> **EXERCISE**
This exercise calls for the records to be repeated in full, exactly as written.

> **DATA TO EXAMINE**
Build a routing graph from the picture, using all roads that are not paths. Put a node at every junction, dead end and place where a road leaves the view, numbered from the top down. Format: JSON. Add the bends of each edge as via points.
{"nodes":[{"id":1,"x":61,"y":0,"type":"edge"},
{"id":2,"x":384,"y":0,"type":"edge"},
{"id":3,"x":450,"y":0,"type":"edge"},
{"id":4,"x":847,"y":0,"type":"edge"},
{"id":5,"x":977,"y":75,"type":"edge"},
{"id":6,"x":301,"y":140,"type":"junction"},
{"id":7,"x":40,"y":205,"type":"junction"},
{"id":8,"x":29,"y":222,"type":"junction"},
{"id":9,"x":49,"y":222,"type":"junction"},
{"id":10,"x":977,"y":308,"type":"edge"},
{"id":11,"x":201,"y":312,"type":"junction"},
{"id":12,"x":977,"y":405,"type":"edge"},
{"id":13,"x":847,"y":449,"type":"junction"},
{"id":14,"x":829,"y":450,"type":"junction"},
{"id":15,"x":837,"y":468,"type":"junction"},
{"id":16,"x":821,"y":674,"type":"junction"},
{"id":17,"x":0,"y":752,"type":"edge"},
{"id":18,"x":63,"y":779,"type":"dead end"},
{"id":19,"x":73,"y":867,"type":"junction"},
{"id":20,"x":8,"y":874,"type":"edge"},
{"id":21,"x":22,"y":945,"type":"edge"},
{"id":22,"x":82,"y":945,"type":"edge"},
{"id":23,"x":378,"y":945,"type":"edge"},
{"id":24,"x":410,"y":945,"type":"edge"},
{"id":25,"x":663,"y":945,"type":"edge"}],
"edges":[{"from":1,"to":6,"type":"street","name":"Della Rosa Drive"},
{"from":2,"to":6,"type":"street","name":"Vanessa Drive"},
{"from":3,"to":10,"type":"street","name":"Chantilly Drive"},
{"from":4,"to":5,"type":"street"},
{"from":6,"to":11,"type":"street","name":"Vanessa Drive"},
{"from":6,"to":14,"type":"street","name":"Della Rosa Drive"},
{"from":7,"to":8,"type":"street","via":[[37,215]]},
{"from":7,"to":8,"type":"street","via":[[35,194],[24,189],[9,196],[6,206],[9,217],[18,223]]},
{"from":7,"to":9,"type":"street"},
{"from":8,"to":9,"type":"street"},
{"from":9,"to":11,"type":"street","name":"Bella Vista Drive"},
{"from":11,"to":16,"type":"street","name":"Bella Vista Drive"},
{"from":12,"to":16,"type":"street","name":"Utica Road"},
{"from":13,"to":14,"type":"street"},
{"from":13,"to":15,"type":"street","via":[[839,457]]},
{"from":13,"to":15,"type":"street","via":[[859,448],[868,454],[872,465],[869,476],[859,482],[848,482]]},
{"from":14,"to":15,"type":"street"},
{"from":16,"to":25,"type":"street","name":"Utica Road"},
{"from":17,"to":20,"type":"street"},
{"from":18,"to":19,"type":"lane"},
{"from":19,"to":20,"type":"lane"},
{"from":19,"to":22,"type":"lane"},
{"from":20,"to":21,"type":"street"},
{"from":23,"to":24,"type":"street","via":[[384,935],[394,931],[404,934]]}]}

> **SOLUTION**
Build a routing graph from the picture, using all roads that are not paths. Put a node at every junction, dead end and place where a road leaves the view, numbered from the top down. Format: JSON. Add the bends of each edge as via points.
{"nodes":[{"id":1,"x":61,"y":0,"type":"edge"},
{"id":2,"x":384,"y":0,"type":"edge"},
{"id":3,"x":450,"y":0,"type":"edge"},
{"id":4,"x":847,"y":0,"type":"edge"},
{"id":5,"x":977,"y":75,"type":"edge"},
{"id":6,"x":301,"y":140,"type":"junction"},
{"id":7,"x":40,"y":205,"type":"junction"},
{"id":8,"x":29,"y":222,"type":"junction"},
{"id":9,"x":49,"y":222,"type":"junction"},
{"id":10,"x":977,"y":308,"type":"edge"},
{"id":11,"x":201,"y":312,"type":"junction"},
{"id":12,"x":977,"y":405,"type":"edge"},
{"id":13,"x":847,"y":449,"type":"junction"},
{"id":14,"x":829,"y":450,"type":"junction"},
{"id":15,"x":837,"y":468,"type":"junction"},
{"id":16,"x":821,"y":674,"type":"junction"},
{"id":17,"x":0,"y":752,"type":"edge"},
{"id":18,"x":63,"y":779,"type":"dead end"},
{"id":19,"x":73,"y":867,"type":"junction"},
{"id":20,"x":8,"y":874,"type":"edge"},
{"id":21,"x":22,"y":945,"type":"edge"},
{"id":22,"x":82,"y":945,"type":"edge"},
{"id":23,"x":378,"y":945,"type":"edge"},
{"id":24,"x":410,"y":945,"type":"edge"},
{"id":25,"x":663,"y":945,"type":"edge"}],
"edges":[{"from":1,"to":6,"type":"street","name":"Della Rosa Drive"},
{"from":2,"to":6,"type":"street","name":"Vanessa Drive"},
{"from":3,"to":10,"type":"street","name":"Chantilly Drive"},
{"from":4,"to":5,"type":"street"},
{"from":6,"to":11,"type":"street","name":"Vanessa Drive"},
{"from":6,"to":14,"type":"street","name":"Della Rosa Drive"},
{"from":7,"to":8,"type":"street","via":[[37,215]]},
{"from":7,"to":8,"type":"street","via":[[35,194],[24,189],[9,196],[6,206],[9,217],[18,223]]},
{"from":7,"to":9,"type":"street"},
{"from":8,"to":9,"type":"street"},
{"from":9,"to":11,"type":"street","name":"Bella Vista Drive"},
{"from":11,"to":16,"type":"street","name":"Bella Vista Drive"},
{"from":12,"to":16,"type":"street","name":"Utica Road"},
{"from":13,"to":14,"type":"street"},
{"from":13,"to":15,"type":"street","via":[[839,457]]},
{"from":13,"to":15,"type":"street","via":[[859,448],[868,454],[872,465],[869,476],[859,482],[848,482]]},
{"from":14,"to":15,"type":"street"},
{"from":16,"to":25,"type":"street","name":"Utica Road"},
{"from":17,"to":20,"type":"street"},
{"from":18,"to":19,"type":"lane"},
{"from":19,"to":20,"type":"lane"},
{"from":19,"to":22,"type":"lane"},
{"from":20,"to":21,"type":"street"},
{"from":23,"to":24,"type":"street","via":[[384,935],[394,931],[404,934]]}]}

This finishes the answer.